## PROMPT
Pull every line with the word "nodes" out of the entries below.

## STUDY MATERIAL

☆ ☆ ☆ ☆ ☆ ☆ ☆

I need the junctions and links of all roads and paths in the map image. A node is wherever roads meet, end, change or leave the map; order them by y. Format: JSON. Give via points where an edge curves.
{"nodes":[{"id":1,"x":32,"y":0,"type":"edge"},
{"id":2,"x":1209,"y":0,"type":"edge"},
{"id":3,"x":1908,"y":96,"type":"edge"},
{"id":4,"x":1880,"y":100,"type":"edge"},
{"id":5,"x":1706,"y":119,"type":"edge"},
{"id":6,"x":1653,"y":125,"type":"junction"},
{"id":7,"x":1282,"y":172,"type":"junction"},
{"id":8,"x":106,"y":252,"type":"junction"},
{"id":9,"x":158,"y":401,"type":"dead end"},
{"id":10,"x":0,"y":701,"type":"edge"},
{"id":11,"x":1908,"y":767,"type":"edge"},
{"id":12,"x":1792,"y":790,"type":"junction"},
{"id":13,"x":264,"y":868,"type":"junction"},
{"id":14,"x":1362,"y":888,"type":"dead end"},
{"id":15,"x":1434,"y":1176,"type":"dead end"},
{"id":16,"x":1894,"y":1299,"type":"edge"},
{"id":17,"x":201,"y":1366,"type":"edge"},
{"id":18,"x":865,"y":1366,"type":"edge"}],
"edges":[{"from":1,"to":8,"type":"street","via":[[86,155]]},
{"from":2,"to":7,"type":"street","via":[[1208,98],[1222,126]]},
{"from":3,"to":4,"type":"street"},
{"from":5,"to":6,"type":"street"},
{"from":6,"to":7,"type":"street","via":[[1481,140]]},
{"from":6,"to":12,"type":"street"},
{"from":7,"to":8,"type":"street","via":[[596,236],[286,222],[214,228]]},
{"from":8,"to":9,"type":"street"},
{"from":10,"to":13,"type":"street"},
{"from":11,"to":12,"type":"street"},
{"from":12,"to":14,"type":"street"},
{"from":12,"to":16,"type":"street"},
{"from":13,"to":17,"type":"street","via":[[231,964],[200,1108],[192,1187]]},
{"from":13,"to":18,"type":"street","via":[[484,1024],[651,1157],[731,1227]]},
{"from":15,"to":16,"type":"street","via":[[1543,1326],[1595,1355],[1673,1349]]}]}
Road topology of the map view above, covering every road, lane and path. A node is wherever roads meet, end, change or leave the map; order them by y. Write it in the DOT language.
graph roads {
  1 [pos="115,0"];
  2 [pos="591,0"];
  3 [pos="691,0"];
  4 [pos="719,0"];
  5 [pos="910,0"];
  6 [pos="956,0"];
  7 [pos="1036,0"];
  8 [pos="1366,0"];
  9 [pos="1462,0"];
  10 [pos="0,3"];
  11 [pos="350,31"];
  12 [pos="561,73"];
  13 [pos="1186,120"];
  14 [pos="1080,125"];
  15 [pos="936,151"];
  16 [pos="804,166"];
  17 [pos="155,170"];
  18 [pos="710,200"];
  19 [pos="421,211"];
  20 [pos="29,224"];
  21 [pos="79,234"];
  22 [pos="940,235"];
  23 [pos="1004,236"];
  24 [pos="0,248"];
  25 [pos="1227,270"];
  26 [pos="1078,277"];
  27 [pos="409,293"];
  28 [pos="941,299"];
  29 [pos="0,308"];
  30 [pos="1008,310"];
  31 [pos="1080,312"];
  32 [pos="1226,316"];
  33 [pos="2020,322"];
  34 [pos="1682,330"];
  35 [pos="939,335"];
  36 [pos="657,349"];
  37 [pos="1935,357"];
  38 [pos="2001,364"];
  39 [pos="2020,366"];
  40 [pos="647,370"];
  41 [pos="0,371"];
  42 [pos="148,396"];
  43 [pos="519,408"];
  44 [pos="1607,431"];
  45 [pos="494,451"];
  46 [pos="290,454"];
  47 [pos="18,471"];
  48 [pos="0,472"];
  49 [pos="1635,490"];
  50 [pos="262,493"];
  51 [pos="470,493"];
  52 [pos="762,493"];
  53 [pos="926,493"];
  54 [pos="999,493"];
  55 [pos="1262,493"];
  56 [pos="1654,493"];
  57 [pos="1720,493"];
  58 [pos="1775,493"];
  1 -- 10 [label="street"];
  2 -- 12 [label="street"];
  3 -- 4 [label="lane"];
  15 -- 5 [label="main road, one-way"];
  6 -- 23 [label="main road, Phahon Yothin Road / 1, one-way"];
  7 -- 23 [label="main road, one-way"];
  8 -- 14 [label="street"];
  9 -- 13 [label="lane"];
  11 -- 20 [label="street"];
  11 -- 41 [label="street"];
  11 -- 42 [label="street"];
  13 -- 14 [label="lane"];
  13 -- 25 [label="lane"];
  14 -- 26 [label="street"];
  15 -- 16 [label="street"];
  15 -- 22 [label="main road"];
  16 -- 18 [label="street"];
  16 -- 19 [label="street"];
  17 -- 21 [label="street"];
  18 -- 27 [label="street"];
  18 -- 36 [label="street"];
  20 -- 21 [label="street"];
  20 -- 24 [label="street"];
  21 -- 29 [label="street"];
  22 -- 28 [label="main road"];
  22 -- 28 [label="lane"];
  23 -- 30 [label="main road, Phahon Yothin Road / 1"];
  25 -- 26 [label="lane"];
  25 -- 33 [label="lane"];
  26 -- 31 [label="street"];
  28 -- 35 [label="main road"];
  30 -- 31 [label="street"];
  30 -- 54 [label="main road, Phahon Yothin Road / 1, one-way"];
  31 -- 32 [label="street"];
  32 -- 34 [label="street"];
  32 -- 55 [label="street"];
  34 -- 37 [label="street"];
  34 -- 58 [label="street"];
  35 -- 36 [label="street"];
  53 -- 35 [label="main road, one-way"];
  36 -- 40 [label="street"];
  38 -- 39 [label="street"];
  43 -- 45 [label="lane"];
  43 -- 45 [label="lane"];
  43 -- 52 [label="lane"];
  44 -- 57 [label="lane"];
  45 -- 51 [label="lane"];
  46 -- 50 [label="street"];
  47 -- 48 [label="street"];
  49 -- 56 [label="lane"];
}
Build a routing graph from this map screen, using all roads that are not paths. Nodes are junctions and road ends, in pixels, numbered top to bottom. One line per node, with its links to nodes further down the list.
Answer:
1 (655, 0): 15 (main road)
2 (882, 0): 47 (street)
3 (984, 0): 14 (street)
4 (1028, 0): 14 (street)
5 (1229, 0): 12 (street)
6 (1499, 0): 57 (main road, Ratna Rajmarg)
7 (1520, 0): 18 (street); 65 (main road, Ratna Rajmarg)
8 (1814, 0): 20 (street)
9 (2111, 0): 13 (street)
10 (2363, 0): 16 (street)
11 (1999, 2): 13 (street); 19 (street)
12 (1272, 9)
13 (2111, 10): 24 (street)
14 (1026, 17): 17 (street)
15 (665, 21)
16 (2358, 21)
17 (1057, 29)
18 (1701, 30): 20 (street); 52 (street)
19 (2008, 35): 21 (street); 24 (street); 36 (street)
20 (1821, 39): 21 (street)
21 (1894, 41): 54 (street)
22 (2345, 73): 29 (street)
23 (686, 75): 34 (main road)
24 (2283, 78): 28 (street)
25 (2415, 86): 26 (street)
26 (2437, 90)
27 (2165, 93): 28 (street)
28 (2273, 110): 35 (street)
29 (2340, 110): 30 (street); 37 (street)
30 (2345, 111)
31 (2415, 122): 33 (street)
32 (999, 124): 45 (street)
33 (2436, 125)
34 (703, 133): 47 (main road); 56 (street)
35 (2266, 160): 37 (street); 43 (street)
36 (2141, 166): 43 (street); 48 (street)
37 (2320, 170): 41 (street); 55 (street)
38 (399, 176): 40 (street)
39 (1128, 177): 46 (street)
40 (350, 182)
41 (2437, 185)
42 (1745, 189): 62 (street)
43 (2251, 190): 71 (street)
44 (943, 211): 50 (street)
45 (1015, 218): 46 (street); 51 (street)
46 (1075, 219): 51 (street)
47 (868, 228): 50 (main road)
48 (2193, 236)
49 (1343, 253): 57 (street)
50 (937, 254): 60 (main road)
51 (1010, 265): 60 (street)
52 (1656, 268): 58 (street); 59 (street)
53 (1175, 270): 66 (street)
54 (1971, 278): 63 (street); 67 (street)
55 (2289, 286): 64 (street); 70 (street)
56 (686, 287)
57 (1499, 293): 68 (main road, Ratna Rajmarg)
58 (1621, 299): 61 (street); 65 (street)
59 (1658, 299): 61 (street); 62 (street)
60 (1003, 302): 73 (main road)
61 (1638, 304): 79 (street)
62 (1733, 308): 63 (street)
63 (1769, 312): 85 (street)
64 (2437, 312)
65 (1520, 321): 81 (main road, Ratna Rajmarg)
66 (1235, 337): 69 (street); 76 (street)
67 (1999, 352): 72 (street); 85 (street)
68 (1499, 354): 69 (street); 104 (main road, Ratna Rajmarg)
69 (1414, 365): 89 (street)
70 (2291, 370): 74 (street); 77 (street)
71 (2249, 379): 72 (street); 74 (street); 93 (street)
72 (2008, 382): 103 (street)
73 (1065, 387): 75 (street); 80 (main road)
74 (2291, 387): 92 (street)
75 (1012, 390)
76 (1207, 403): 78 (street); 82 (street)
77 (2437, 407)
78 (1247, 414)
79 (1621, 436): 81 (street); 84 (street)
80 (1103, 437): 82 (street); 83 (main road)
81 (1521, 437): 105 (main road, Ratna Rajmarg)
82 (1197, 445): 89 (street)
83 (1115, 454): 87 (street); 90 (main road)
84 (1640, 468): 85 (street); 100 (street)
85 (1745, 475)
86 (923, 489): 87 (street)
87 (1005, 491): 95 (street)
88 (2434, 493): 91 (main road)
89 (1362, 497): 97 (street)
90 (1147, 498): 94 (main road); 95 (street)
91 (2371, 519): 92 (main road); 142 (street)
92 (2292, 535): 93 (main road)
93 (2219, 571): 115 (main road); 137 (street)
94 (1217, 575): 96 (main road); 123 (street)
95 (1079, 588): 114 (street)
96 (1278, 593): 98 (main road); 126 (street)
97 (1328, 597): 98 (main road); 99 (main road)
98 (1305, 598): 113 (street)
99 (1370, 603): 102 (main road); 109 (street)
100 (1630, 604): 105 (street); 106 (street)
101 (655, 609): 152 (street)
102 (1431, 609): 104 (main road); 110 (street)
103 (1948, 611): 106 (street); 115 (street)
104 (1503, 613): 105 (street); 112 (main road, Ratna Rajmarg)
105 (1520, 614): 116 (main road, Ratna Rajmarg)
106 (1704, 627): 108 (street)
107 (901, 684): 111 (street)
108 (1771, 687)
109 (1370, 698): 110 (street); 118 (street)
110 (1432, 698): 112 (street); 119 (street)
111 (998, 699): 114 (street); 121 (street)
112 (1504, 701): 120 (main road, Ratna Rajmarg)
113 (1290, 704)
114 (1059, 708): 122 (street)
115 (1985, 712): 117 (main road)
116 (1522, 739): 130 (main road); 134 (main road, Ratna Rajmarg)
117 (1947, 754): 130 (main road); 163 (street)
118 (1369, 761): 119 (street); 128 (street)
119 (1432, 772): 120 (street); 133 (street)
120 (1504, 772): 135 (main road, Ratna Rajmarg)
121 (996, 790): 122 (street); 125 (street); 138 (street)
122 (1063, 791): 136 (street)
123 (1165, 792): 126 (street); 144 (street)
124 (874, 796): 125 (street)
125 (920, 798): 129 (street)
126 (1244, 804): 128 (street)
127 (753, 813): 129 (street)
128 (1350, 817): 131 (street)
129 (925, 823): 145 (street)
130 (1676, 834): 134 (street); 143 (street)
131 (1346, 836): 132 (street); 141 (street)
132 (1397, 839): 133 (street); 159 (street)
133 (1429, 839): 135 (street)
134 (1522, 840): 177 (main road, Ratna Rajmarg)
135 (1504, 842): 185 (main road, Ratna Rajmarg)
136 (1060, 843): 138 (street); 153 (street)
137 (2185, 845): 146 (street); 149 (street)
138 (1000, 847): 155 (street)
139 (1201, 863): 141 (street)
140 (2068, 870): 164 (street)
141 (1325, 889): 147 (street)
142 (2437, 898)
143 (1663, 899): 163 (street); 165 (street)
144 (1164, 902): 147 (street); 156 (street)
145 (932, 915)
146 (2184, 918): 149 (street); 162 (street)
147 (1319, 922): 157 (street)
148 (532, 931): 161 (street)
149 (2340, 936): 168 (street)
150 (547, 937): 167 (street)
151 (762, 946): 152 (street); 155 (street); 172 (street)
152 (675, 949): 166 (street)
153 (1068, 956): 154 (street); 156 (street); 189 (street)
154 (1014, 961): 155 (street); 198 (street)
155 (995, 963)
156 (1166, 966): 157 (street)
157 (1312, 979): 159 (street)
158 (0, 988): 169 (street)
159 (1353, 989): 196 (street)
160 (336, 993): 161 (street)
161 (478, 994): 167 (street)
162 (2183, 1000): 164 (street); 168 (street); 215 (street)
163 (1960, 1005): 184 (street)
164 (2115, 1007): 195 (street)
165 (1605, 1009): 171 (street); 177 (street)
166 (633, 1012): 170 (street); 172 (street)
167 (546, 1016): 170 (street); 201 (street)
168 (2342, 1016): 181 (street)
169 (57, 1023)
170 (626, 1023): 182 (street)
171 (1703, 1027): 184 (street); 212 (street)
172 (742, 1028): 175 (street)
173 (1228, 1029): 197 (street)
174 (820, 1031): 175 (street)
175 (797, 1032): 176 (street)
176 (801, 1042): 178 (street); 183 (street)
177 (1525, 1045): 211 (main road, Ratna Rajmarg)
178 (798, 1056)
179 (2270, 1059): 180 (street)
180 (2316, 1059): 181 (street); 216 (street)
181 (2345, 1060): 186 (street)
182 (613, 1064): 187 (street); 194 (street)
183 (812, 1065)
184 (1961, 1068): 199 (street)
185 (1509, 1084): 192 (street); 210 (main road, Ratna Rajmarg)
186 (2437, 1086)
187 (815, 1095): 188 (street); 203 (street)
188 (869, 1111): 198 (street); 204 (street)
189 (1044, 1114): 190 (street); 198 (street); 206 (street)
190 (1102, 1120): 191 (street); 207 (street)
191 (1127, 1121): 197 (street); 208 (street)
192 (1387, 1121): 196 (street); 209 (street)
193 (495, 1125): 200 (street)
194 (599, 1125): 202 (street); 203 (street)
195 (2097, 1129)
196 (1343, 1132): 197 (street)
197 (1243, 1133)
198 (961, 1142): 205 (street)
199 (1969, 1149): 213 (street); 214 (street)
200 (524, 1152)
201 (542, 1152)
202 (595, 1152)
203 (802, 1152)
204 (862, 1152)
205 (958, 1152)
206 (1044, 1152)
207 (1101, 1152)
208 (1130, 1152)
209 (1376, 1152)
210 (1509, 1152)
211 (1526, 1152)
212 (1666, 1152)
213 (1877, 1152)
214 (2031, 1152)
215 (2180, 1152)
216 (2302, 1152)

☆ ☆ ☆ ☆ ☆ ☆ ☆

## WRITTEN ANSWER
{"nodes":[{"id":1,"x":32,"y":0,"type":"edge"},
Build a routing graph from this map screen, using all roads that are not paths. Nodes are junctions and road ends, in pixels, numbered top to bottom. One line per node, with its links to nodes further down the list.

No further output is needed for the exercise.